DeepMind CEO proposes U.S.-led AI standards body for frontier models
Hassabis wants a U.S.-led AI watchdog that could screen frontier models before release and even slow launches if risks rise, raising the stakes for who writes the rules.

Demis Hassabis called for a U.S.-led standards body to screen frontier AI models before they are released, pressing for an independent watchdog that would test the most advanced systems for cybersecurity, biological and nuclear risks. The Google DeepMind chief said the group should be staffed by technical experts, funded by industry and answerable to the U.S. government, giving developers a formal role in the safety regime that could govern their own products.

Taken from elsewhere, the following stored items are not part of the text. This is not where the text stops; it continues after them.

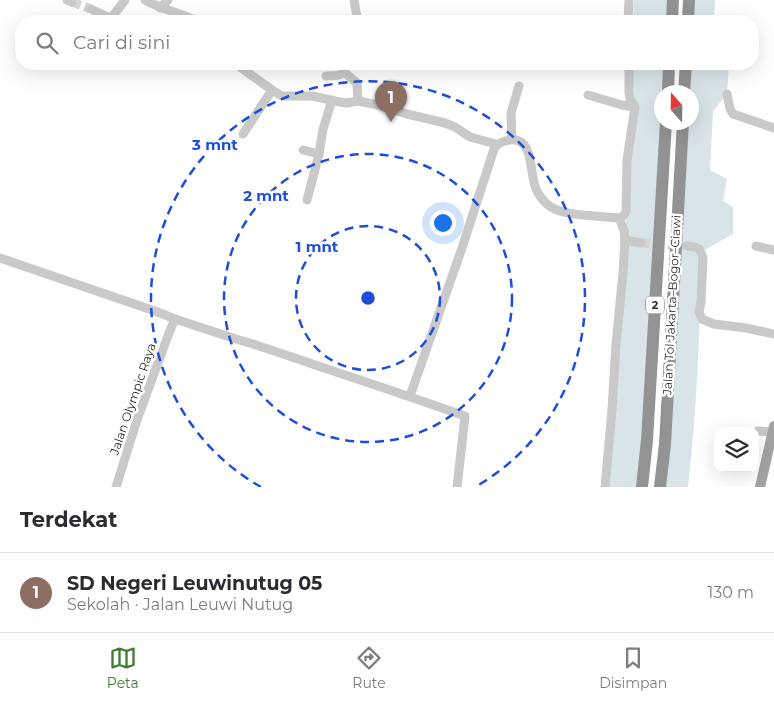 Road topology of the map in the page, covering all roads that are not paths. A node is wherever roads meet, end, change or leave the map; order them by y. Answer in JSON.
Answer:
{"nodes":[{"id":1,"x":125,"y":0,"type":"edge"},
{"id":2,"x":144,"y":0,"type":"edge"},
{"id":3,"x":168,"y":0,"type":"edge"},
{"id":4,"x":354,"y":0,"type":"edge"},
{"id":5,"x":629,"y":0,"type":"edge"},
{"id":6,"x":673,"y":0,"type":"edge"},
{"id":7,"x":690,"y":0,"type":"edge"},
{"id":8,"x":160,"y":8,"type":"junction"},
{"id":9,"x":91,"y":10,"type":"tunnel mouth"},
{"id":10,"x":103,"y":15,"type":"edge"},
{"id":11,"x":114,"y":15,"type":"edge"},
{"id":12,"x":180,"y":15,"type":"edge"},
{"id":13,"x":357,"y":15,"type":"edge"},
{"id":14,"x":628,"y":15,"type":"edge"},
{"id":15,"x":672,"y":15,"type":"edge"},
{"id":16,"x":689,"y":15,"type":"edge"},
{"id":17,"x":244,"y":70,"type":"edge"},
{"id":18,"x":343,"y":70,"type":"edge"},
{"id":19,"x":629,"y":70,"type":"edge"},
{"id":20,"x":669,"y":70,"type":"edge"},
{"id":21,"x":686,"y":70,"type":"edge"},
{"id":22,"x":326,"y":76,"type":"dead end"},
{"id":23,"x":668,"y":85,"type":"edge"},
{"id":24,"x":684,"y":85,"type":"edge"},
{"id":25,"x":519,"y":86,"type":"dead end"},
{"id":26,"x":272,"y":90,"type":"junction"},
{"id":27,"x":727,"y":94,"type":"dead end"},
{"id":28,"x":588,"y":95,"type":"dead end"},
{"id":29,"x":332,"y":100,"type":"junction"},
{"id":30,"x":358,"y":101,"type":"junction"},
{"id":31,"x":635,"y":107,"type":"junction"},
{"id":32,"x":774,"y":128,"type":"edge"},
{"id":33,"x":666,"y":130,"type":"edge"},
{"id":34,"x":683,"y":130,"type":"edge"},
{"id":35,"x":243,"y":134,"type":"dead end"},
{"id":36,"x":512,"y":139,"type":"junction"},
{"id":37,"x":496,"y":144,"type":"junction"},
{"id":38,"x":303,"y":150,"type":"dead end"},
{"id":39,"x":319,"y":154,"type":"junction"},
{"id":40,"x":307,"y":200,"type":"dead end"},
{"id":41,"x":619,"y":218,"type":"junction"},
{"id":42,"x":625,"y":240,"type":"junction"},
{"id":43,"x":641,"y":243,"type":"tunnel mouth"},
{"id":44,"x":686,"y":246,"type":"tunnel mouth"},
{"id":45,"x":756,"y":246,"type":"dead end"},
{"id":46,"x":774,"y":250,"type":"edge"},
{"id":47,"x":0,"y":258,"type":"edge"},
{"id":48,"x":176,"y":319,"type":"junction"},
{"id":49,"x":774,"y":334,"type":"edge"},
{"id":50,"x":410,"y":396,"type":"junction"},
{"id":51,"x":773,"y":429,"type":"edge"},
{"id":52,"x":759,"y":431,"type":"edge"},
{"id":53,"x":116,"y":487,"type":"edge"},
{"id":54,"x":457,"y":487,"type":"edge"},
{"id":55,"x":605,"y":487,"type":"edge"},
{"id":56,"x":642,"y":487,"type":"edge"},
{"id":57,"x":660,"y":487,"type":"edge"},
{"id":58,"x":760,"y":487,"type":"edge"}],
"edges":[{"from":1,"to":11,"type":"street"},
{"from":2,"to":8,"type":"street"},
{"from":3,"to":8,"type":"street"},
{"from":4,"to":13,"type":"street"},
{"from":5,"to":14,"type":"street"},
{"from":6,"to":15,"type":"highway"},
{"from":7,"to":16,"type":"highway"},
{"from":8,"to":12,"type":"street"},
{"from":9,"to":10,"type":"street"},
{"from":17,"to":26,"type":"street"},
{"from":18,"to":22,"type":"street"},
{"from":18,"to":30,"type":"street"},
{"from":19,"to":31,"type":"street"},
{"from":20,"to":23,"type":"highway"},
{"from":21,"to":24,"type":"highway"},
{"from":25,"to":36,"type":"street"},
{"from":26,"to":29,"type":"street"},
{"from":26,"to":35,"type":"street"},
{"from":27,"to":32,"type":"street"},
{"from":28,"to":31,"type":"street"},
{"from":29,"to":30,"type":"street"},
{"from":29,"to":39,"type":"street"},
{"from":30,"to":37,"type":"street"},
{"from":31,"to":41,"type":"street"},
{"from":33,"to":56,"type":"highway","name":"Jalan Tol Jakarta–Bogor–Ciawi","number":"2"},
{"from":34,"to":57,"type":"highway","name":"Jalan Tol Jakarta–Bogor–Ciawi","number":"2"},
{"from":36,"to":37,"type":"street"},
{"from":36,"to":41,"type":"street"},
{"from":37,"to":50,"type":"street"},
{"from":38,"to":39,"type":"street"},
{"from":39,"to":40,"type":"street"},
{"from":41,"to":42,"type":"street"},
{"from":42,"to":43,"type":"street"},
{"from":42,"to":55,"type":"street"},
{"from":44,"to":49,"type":"street"},
{"from":45,"to":46,"type":"street"},
{"from":47,"to":48,"type":"street"},
{"from":48,"to":50,"type":"street"},
{"from":48,"to":53,"type":"street","name":"Jalan Olympic Raya"},
{"from":50,"to":54,"type":"street"},
{"from":51,"to":52,"type":"street"},
{"from":51,"to":58,"type":"main road"}]}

Hassabis modeled the proposal on FINRA, the private self-regulatory body created in 2007 from the consolidation of NASD and parts of the New York Stock Exchange’s regulation division. FINRA oversees U.S. broker-dealers under Securities and Exchange Commission oversight, and that mix of industry funding and government supervision is the template Hassabis is invoking for frontier AI. A similar structure could be used to set best practices for release decisions and, if necessary, coordinate an industry-wide slowdown when risks mount.

The Frontier Model Forum was launched in July 2023 by Anthropic, Google, Microsoft and OpenAI to promote safe and responsible development, advance technical evaluations and share best practices. Google has its own Frontier Safety Framework, and it published an updated Responsible AI report in 2025. NIST has also issued an AI Risk Management Framework and a generative AI profile. In 2026, the largest AI companies have weakened some safety commitments even while model capabilities have advanced.
Hassabis said AGI may arrive within only a few years, and he hoped the proposed standards body could be operating before the end of 2026, with the idea receiving a positive response from the Trump administration.